┌─ DATA PROVIDED

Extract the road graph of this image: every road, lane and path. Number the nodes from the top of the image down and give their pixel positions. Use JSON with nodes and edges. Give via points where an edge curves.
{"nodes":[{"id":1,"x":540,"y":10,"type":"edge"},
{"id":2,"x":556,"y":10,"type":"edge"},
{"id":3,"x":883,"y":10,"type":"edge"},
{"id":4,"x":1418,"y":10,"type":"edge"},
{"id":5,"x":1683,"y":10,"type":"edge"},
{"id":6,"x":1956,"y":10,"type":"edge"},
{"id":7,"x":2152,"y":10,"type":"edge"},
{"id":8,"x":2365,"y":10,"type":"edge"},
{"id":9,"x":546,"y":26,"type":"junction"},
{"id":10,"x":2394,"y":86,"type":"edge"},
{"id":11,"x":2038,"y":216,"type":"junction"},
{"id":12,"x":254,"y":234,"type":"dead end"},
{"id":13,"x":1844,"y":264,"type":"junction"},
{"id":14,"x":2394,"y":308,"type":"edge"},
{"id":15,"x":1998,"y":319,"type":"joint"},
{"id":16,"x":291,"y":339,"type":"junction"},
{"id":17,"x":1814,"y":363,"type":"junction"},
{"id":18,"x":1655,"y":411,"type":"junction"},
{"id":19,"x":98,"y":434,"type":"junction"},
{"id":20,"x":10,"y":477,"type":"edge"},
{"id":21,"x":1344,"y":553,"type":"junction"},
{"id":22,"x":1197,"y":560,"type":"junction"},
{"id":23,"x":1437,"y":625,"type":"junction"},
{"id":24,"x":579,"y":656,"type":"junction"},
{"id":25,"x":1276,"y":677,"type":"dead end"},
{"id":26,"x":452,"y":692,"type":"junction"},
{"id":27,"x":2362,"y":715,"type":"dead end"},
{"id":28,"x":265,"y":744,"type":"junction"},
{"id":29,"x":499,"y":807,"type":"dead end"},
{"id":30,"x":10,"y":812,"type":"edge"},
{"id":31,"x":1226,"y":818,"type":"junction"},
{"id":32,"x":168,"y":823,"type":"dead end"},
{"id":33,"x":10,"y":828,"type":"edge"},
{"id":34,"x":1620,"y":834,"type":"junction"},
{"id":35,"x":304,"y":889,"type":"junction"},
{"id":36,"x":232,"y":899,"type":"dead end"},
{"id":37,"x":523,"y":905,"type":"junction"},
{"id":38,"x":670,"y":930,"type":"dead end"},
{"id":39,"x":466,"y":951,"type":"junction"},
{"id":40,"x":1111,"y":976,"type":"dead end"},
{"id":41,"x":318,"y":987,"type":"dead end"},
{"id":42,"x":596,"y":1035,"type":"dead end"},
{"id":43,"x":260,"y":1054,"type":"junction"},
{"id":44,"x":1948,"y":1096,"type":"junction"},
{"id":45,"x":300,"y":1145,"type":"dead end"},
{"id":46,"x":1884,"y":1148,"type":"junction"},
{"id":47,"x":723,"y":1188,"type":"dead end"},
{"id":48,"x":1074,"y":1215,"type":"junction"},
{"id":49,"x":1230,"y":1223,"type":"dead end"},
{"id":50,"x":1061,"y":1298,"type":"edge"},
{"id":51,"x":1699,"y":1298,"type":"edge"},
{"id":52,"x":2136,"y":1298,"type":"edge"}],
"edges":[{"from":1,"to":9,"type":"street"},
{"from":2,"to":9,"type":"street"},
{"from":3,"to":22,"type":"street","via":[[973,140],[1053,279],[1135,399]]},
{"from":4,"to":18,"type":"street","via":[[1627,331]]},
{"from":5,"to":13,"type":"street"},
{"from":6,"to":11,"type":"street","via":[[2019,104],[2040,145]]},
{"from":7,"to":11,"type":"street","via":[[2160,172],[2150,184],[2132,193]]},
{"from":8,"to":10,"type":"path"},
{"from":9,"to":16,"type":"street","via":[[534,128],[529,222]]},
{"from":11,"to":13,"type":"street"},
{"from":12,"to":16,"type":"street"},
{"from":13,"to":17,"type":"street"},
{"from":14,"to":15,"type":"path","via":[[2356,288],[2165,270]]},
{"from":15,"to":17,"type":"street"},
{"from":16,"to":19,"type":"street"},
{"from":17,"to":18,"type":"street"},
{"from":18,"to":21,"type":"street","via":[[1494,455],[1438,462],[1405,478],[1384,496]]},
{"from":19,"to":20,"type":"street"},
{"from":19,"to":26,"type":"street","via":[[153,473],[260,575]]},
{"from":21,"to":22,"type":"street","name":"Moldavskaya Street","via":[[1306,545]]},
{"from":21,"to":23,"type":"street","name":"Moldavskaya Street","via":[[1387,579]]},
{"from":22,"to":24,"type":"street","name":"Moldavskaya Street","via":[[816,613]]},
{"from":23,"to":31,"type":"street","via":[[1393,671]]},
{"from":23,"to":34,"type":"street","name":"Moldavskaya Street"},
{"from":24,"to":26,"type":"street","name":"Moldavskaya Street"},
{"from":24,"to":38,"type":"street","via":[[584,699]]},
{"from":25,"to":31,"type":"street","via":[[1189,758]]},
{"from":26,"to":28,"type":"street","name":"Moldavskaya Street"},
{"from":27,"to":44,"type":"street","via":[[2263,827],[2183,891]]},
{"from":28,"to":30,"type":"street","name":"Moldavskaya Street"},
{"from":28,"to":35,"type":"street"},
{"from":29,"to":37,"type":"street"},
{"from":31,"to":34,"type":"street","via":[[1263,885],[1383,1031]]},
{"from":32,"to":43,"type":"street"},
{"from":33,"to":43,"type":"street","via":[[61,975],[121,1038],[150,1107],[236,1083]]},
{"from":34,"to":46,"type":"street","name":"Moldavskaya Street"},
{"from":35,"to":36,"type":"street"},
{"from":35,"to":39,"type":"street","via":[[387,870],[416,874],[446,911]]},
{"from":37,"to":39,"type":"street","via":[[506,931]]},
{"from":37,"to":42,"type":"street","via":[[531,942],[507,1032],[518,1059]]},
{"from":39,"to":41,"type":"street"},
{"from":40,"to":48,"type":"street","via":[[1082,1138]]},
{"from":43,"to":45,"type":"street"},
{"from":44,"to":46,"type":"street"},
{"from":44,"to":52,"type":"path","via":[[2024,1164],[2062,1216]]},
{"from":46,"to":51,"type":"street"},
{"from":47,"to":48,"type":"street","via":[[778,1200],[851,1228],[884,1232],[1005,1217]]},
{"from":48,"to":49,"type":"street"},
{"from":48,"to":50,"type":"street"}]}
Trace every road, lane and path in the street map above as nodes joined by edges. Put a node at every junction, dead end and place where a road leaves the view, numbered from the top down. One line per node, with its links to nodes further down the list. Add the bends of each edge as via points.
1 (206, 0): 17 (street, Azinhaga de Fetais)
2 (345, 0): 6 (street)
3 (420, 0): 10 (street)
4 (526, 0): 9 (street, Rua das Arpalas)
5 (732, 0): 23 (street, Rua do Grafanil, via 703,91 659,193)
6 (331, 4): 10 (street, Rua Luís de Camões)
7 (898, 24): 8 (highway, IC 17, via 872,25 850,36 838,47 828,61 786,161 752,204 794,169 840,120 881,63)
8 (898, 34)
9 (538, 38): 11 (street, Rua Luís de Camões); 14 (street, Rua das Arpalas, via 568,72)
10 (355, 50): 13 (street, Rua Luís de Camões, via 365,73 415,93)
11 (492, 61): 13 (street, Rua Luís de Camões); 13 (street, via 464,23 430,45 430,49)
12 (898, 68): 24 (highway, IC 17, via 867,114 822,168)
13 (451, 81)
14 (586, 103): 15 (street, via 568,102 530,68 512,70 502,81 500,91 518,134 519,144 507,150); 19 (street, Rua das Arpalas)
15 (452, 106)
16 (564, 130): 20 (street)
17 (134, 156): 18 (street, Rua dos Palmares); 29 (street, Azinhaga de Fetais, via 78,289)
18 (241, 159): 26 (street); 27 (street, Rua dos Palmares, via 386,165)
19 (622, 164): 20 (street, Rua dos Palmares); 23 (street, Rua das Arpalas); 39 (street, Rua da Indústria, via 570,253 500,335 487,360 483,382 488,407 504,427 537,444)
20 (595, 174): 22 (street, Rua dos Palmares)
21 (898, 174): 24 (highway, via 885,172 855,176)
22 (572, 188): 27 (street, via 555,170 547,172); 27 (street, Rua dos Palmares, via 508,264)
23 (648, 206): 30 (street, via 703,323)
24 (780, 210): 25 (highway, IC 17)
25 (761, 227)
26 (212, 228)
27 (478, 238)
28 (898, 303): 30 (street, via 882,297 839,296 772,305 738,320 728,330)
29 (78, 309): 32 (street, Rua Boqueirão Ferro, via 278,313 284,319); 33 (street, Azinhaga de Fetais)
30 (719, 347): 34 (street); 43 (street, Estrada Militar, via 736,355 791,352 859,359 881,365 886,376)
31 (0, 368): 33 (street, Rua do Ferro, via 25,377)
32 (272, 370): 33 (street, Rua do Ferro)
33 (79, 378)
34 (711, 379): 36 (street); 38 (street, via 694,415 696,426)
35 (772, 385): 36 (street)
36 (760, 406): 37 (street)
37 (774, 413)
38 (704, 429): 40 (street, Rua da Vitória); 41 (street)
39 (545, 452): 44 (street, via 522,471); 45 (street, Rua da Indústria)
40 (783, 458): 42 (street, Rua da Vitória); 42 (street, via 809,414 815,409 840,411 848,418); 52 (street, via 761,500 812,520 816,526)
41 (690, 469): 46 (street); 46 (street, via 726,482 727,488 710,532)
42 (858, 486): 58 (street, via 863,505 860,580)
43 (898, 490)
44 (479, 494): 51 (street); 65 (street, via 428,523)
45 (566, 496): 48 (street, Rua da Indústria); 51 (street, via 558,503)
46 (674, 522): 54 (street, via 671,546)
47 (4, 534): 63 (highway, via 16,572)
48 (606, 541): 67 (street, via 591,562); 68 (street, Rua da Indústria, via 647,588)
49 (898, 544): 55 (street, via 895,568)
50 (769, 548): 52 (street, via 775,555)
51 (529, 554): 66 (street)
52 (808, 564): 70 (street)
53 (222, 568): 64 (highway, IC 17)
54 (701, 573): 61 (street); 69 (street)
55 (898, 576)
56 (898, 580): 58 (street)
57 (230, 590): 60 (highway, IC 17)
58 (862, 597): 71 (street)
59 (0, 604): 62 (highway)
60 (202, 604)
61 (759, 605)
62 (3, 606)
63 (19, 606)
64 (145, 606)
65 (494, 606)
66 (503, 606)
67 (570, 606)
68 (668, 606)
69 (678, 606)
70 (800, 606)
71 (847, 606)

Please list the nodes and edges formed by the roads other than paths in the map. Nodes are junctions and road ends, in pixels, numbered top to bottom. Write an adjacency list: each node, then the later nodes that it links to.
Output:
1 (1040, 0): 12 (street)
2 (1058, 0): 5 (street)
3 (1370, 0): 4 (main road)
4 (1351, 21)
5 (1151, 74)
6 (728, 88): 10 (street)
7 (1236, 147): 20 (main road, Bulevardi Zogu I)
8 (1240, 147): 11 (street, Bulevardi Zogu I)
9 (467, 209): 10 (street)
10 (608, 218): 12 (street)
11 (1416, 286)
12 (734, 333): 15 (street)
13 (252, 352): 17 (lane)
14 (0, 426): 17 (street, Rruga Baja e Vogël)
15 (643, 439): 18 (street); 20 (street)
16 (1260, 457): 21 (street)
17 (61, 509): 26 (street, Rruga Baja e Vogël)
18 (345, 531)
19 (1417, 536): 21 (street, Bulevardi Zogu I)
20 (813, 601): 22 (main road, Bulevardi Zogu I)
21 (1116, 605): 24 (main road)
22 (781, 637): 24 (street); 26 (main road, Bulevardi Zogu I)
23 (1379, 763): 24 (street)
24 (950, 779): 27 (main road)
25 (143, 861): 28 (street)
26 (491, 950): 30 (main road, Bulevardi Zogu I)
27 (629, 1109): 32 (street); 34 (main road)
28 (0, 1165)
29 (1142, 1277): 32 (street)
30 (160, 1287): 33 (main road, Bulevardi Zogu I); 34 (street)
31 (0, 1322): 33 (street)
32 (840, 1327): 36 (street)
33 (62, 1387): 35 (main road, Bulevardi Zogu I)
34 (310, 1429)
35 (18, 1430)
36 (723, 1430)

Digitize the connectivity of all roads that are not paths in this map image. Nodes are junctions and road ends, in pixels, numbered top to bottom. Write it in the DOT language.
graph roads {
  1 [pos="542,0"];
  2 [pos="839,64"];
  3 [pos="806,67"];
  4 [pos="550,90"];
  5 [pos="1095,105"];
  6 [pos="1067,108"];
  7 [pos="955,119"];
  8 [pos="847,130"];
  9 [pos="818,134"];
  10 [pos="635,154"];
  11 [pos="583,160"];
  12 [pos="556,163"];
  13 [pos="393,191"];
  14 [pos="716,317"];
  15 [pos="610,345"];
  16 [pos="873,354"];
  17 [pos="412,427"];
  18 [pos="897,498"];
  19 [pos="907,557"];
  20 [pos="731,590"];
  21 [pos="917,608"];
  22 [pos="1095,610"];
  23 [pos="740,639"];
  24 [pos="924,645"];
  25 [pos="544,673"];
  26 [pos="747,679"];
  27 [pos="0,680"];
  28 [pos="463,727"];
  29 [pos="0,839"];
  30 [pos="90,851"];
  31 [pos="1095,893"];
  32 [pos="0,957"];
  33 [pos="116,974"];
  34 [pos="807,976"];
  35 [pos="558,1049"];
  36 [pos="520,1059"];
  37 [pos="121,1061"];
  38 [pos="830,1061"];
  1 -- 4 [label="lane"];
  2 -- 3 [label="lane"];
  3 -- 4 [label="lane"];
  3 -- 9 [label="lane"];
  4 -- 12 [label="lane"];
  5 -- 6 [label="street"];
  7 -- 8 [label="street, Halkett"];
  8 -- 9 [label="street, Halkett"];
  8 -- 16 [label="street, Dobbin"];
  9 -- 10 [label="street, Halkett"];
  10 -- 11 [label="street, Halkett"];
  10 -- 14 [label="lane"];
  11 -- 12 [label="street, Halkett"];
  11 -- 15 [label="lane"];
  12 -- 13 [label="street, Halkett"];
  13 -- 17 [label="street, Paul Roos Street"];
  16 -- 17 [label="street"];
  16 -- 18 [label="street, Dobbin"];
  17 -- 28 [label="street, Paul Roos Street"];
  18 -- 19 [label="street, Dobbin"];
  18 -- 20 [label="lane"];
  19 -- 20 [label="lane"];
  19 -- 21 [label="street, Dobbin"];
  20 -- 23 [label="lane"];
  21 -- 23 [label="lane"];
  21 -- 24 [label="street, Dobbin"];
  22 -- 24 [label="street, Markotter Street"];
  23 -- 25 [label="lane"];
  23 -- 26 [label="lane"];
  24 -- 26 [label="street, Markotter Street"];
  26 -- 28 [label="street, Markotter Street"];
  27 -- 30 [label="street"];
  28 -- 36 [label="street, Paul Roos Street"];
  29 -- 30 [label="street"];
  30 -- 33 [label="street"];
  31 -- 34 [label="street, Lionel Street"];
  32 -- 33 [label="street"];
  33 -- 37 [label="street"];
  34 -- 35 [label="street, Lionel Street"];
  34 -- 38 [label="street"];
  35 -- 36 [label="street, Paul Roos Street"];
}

└─

Whenever the string "image" shows up in a line above, copy that line.

Extract the road graph of this image: every road, lane and path. Number the nodes from the top of the image down and give their pixel positions. Use JSON with nodes and edges. Give via points where an edge curves.
Digitize the connectivity of all roads that are not paths in this map image. Nodes are junctions and road ends, in pixels, numbered top to bottom. Write it in the DOT language.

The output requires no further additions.